They did a ton or work the past few weeks bulldozing tree's on the wildlife refuge next to my land. I dont know where the bucks went, but they are gone for now. 

I went and hung another stand that i hope will pay off.


----------



## cunninghamww (Jun 8, 2011)

zmax hunter said:


> Kansas law now requires all stands and portable blinds to have the owners name and address, or kdwpt hunter number visibly attached. Ground blinds cannot be left unattended over night,...hunters are also limited to 2 stands per property.
> 
> Its going to take some time before all the hunters learn the new regulations,...like "no bait" on public property


Gotcha. Hunt out of a web and/or saddle so I am good to go...I knew about the name tag but was unaware of the limitation of physical stands on a spot.


----------



## sleeperls (Feb 19, 2009)

Zmax clear out some pm space. I'll just post it here. How did you get the image of all the wiha using google earth?


----------



## ikeinks (Nov 17, 2010)

I'll be mostly a weekend warrior up in NCK this year again but I do still have 2 weeks of vacation I plan on using when stuff really picks up. Nothing really on camera that I would get excited about, still waiting to see the 3 bucks from last year I had on camera. Will keep you guys updated but I plan on sitting a little bit this coming weekend. Good luck to everyone!


----------



## avluey (Dec 31, 2010)

Good luck to everyone tomorrow - feel like a little kid on Christmas Eve.


----------



## sleeperls (Feb 19, 2009)

avluey said:


> Good luck to everyone tomorrow - feel like a little kid on Christmas Eve.

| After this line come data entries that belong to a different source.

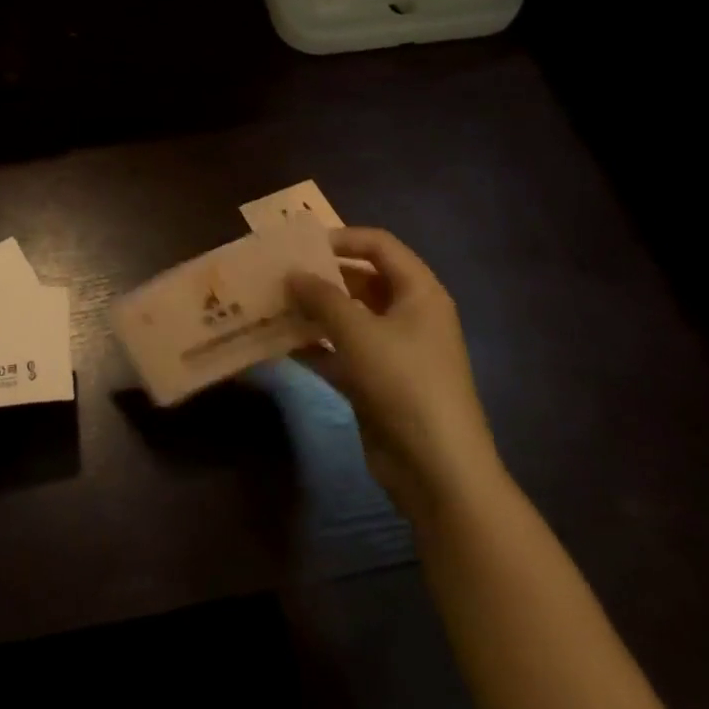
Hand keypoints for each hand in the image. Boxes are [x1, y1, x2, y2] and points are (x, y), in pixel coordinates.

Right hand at [289, 228, 504, 524]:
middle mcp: (409, 315)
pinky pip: (341, 351)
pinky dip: (314, 345)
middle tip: (278, 273)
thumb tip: (292, 274)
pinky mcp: (376, 382)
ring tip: (271, 302)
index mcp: (419, 292)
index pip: (379, 245)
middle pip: (361, 279)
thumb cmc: (404, 383)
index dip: (341, 238)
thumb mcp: (358, 332)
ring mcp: (393, 350)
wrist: (438, 470)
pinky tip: (280, 343)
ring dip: (312, 310)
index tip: (300, 244)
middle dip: (320, 276)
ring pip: (347, 317)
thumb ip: (321, 297)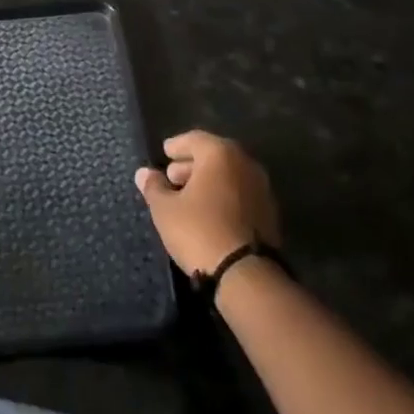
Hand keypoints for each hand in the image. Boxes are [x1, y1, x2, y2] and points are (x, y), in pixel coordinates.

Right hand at [135, 130, 279, 276]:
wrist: (246, 274)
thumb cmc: (199, 231)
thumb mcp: (166, 209)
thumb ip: (154, 186)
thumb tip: (144, 173)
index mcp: (220, 154)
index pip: (195, 139)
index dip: (177, 146)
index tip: (165, 153)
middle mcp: (245, 163)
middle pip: (214, 156)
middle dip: (192, 165)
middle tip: (172, 177)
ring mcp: (261, 188)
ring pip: (229, 176)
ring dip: (209, 182)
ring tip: (188, 197)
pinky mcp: (270, 213)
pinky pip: (240, 194)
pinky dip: (224, 196)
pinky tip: (209, 213)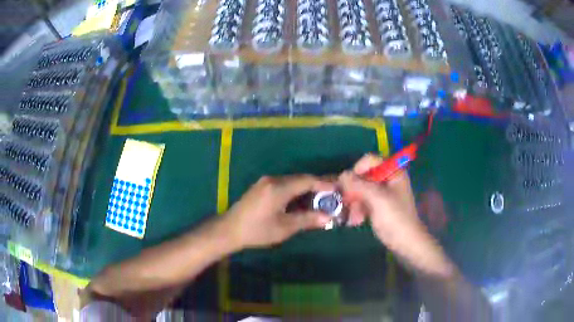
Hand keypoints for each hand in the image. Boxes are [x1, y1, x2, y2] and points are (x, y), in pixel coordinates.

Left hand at [222, 175, 332, 248]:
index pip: (307, 181)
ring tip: (321, 199)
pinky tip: (302, 200)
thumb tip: (328, 218)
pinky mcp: (262, 187)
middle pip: (300, 179)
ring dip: (307, 189)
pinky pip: (284, 185)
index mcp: (278, 188)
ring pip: (293, 181)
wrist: (230, 229)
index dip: (324, 184)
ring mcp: (266, 182)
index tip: (338, 189)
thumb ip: (307, 220)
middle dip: (317, 186)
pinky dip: (296, 191)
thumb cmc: (257, 231)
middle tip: (333, 194)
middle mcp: (273, 180)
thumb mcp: (284, 228)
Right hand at [339, 154, 454, 276]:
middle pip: (364, 176)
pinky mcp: (379, 206)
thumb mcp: (377, 199)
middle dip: (353, 190)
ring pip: (361, 190)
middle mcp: (388, 180)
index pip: (370, 160)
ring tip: (351, 218)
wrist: (405, 243)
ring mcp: (383, 194)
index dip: (357, 169)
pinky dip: (357, 210)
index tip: (348, 184)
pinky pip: (363, 201)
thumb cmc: (395, 218)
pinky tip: (355, 221)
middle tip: (345, 202)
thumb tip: (342, 175)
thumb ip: (359, 185)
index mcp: (393, 172)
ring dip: (354, 203)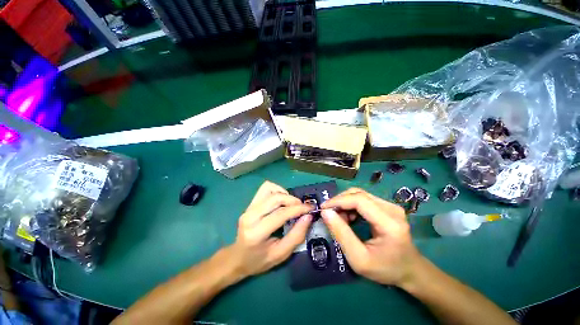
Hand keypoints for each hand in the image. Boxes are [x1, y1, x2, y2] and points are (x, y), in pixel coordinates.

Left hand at [227, 181, 312, 278]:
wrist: (238, 257)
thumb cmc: (259, 260)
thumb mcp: (281, 254)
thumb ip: (296, 235)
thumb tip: (308, 216)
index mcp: (256, 232)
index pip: (280, 213)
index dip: (298, 209)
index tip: (311, 208)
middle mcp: (250, 216)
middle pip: (275, 198)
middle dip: (293, 200)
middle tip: (302, 208)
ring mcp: (248, 208)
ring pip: (269, 189)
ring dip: (284, 194)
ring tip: (291, 204)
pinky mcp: (250, 204)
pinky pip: (265, 188)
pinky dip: (277, 191)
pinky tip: (281, 201)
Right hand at [321, 188, 421, 286]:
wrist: (409, 270)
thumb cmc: (385, 269)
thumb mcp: (359, 259)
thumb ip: (341, 234)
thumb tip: (325, 213)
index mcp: (389, 223)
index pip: (359, 200)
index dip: (338, 201)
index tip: (323, 208)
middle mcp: (392, 209)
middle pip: (359, 194)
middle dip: (340, 202)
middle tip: (330, 216)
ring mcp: (391, 206)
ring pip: (360, 194)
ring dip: (345, 203)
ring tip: (341, 219)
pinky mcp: (387, 206)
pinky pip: (364, 199)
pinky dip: (352, 205)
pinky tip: (350, 218)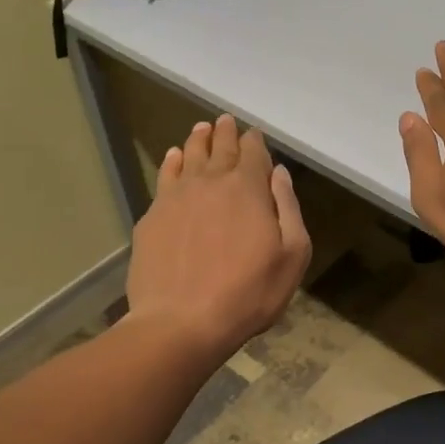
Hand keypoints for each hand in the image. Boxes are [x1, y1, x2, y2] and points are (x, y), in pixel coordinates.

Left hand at [126, 115, 311, 359]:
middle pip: (220, 147)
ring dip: (198, 140)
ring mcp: (177, 196)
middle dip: (226, 133)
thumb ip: (288, 208)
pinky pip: (164, 177)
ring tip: (202, 129)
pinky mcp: (153, 216)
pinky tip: (173, 157)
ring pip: (189, 156)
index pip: (253, 153)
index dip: (255, 141)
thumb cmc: (248, 293)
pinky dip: (172, 162)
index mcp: (249, 189)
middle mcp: (211, 182)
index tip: (254, 135)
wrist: (181, 322)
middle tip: (226, 121)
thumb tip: (278, 173)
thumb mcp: (292, 256)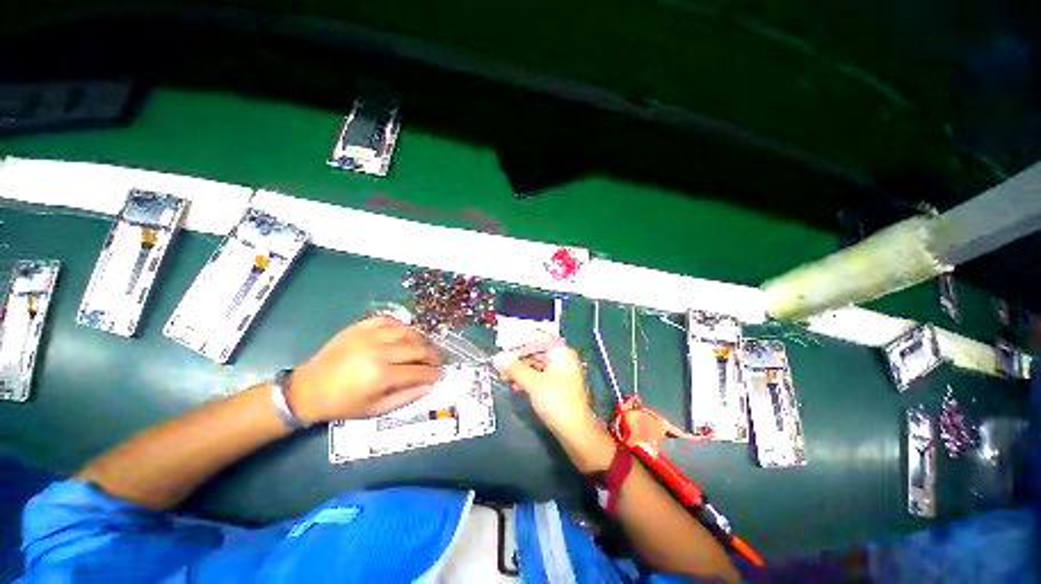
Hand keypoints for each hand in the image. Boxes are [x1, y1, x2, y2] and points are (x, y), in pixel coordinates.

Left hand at [287, 317, 441, 422]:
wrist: (308, 389)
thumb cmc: (342, 404)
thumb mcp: (375, 409)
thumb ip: (406, 397)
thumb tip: (430, 386)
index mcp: (381, 376)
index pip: (419, 371)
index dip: (434, 373)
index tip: (440, 375)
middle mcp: (378, 352)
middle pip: (418, 348)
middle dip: (433, 355)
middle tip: (437, 361)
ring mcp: (369, 336)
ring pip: (407, 332)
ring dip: (421, 340)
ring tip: (424, 347)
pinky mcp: (360, 327)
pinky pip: (390, 321)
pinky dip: (402, 327)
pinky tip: (405, 335)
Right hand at [497, 339, 595, 436]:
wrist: (576, 431)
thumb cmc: (556, 401)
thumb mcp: (533, 383)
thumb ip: (515, 368)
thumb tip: (497, 358)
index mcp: (560, 351)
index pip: (537, 336)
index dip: (519, 340)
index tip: (503, 348)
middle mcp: (562, 357)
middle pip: (536, 350)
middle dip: (518, 358)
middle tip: (501, 367)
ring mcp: (562, 371)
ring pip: (537, 363)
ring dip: (521, 369)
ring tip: (505, 378)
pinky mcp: (559, 384)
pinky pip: (541, 375)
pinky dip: (528, 379)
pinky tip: (517, 387)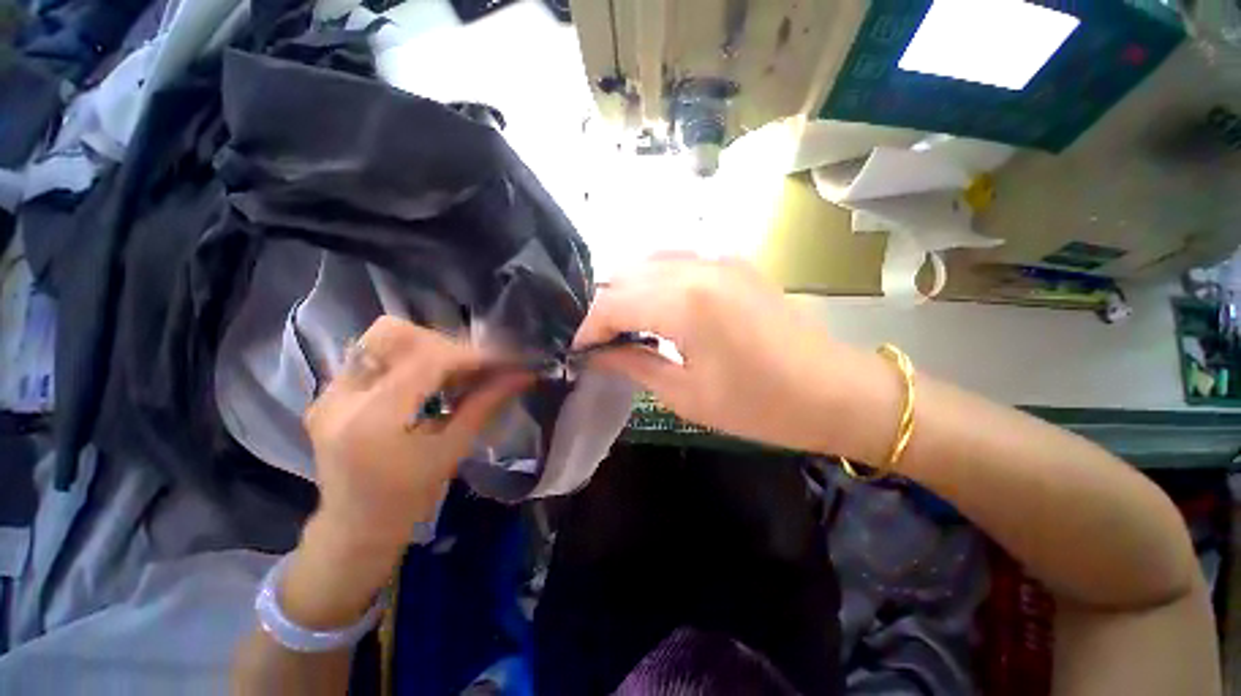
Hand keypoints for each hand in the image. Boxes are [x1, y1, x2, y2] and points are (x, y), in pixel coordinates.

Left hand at [282, 317, 526, 628]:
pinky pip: (373, 355)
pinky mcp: (328, 394)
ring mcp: (328, 394)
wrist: (355, 527)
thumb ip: (485, 404)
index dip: (470, 355)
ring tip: (453, 372)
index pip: (426, 361)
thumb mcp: (452, 450)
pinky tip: (428, 381)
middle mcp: (340, 398)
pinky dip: (408, 359)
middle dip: (444, 344)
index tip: (503, 360)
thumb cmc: (409, 498)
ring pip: (381, 339)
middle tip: (474, 366)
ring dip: (426, 348)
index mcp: (372, 421)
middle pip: (395, 335)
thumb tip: (522, 375)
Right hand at [575, 257, 896, 459]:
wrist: (834, 391)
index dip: (588, 328)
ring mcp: (719, 258)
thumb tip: (596, 355)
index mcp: (685, 302)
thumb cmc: (760, 405)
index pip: (612, 303)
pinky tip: (655, 308)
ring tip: (623, 327)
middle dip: (603, 309)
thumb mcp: (686, 395)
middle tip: (599, 343)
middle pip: (625, 276)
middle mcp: (697, 266)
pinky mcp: (733, 262)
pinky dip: (654, 281)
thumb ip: (633, 365)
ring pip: (648, 262)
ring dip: (627, 292)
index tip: (578, 351)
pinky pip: (676, 261)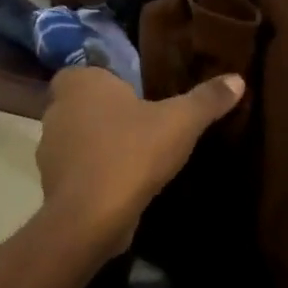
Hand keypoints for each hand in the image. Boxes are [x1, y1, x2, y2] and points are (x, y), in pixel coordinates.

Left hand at [34, 67, 245, 255]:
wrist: (91, 217)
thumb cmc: (133, 152)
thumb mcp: (180, 122)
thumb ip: (207, 99)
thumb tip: (238, 79)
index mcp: (81, 83)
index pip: (86, 70)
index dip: (106, 81)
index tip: (133, 94)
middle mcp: (58, 109)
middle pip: (81, 103)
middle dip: (104, 112)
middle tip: (139, 123)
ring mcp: (49, 148)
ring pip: (76, 137)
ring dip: (97, 144)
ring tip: (133, 155)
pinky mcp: (51, 184)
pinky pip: (75, 169)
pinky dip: (92, 173)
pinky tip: (120, 184)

No joke even if i dont get a chance to sit in my stand.


----------



## zmax hunter (Aug 21, 2006)

Its on the kdwpt website,...go to the wiha page,...you will find a link to google earth which you can save

Opening day has an awesome cold front moving in,...i plan to hunt tomorrow


----------



## cunninghamww (Jun 8, 2011)

Well guys, had grand plans for my first ever sit in Kansas this morning...BUT...my baby decided to come early so me and the wife are in the labor and delivery room! First time I have missed opening day in 15 years and wouldn't want to be anywhere else!


----------



## 09blackonblack (Nov 9, 2011)

Congrats on the little one!!! Today should be perfect! Foggy, cold front, and a little rain.


----------



## Adahy (Mar 25, 2011)

09blackonblack said:


> Yessir. I turned in a stand on public with a big corn pile in front of it as well as all the stands in the place I hunt. ( same guy has all of them. Red ratchet straps on all of them and remington steps. )


Thank you sir! We all need to do what we can to protect this resource...stop the cheaters!



cunninghamww said:


> Well guys, had grand plans for my first ever sit in Kansas this morning...BUT...my baby decided to come early so me and the wife are in the labor and delivery room! First time I have missed opening day in 15 years and wouldn't want to be anywhere else!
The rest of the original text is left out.